» **What you are asked to do**
Below are some entries. Copy each line that holds the string "main".

━━━

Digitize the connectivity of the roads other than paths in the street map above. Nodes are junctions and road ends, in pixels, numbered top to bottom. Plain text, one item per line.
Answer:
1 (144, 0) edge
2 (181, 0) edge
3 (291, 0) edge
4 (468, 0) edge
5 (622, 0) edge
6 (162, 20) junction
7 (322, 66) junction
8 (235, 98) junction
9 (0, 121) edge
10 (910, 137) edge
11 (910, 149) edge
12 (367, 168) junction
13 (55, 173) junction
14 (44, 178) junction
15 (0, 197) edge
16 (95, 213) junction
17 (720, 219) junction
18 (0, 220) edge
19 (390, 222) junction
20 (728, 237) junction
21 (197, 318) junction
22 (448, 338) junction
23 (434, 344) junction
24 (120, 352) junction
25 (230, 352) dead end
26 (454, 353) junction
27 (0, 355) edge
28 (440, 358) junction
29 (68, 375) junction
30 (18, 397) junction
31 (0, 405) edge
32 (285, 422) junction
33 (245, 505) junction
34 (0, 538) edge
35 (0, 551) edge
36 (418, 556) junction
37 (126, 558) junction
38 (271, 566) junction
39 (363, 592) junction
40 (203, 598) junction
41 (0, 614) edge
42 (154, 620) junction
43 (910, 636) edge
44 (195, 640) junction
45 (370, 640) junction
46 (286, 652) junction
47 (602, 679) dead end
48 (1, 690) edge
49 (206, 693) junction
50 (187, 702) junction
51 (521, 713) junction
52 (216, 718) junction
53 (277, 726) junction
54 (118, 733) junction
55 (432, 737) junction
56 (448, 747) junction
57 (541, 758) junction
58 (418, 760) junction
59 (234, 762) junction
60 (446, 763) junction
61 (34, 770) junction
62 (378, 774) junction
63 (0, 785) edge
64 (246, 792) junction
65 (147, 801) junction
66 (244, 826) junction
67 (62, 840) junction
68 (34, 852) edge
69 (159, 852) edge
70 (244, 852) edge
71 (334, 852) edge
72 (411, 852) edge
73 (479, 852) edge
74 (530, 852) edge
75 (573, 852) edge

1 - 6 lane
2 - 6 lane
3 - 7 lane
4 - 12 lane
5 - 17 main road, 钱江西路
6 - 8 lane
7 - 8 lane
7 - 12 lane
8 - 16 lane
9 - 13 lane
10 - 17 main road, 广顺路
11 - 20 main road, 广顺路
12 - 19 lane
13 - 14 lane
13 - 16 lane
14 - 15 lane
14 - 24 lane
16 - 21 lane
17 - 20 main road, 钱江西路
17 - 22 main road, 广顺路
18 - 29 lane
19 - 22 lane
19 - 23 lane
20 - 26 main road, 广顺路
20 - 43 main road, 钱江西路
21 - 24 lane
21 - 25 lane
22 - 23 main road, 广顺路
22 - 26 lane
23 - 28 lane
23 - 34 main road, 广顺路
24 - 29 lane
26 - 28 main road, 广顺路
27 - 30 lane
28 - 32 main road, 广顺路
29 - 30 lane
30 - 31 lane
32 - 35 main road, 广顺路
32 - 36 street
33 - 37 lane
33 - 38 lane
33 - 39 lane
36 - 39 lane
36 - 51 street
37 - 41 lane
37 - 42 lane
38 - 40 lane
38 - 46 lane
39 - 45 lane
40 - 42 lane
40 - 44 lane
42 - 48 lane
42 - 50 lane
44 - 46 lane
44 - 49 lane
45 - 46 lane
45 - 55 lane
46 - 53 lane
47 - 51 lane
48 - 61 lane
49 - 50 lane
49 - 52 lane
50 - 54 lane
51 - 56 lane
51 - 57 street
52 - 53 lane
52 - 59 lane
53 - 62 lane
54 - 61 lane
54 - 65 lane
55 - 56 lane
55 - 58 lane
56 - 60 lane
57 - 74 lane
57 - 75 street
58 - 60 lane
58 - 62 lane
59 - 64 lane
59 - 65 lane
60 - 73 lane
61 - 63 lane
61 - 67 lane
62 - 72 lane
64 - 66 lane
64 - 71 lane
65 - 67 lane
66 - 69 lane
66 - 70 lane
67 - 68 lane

━━━

» **Answer for the task**
5 - 17 main road, 钱江西路
10 - 17 main road, 广顺路
11 - 20 main road, 广顺路
17 - 20 main road, 钱江西路
17 - 22 main road, 广顺路
20 - 26 main road, 广顺路
20 - 43 main road, 钱江西路
22 - 23 main road, 广顺路
23 - 34 main road, 广顺路
26 - 28 main road, 广顺路
28 - 32 main road, 广顺路
32 - 35 main road, 广顺路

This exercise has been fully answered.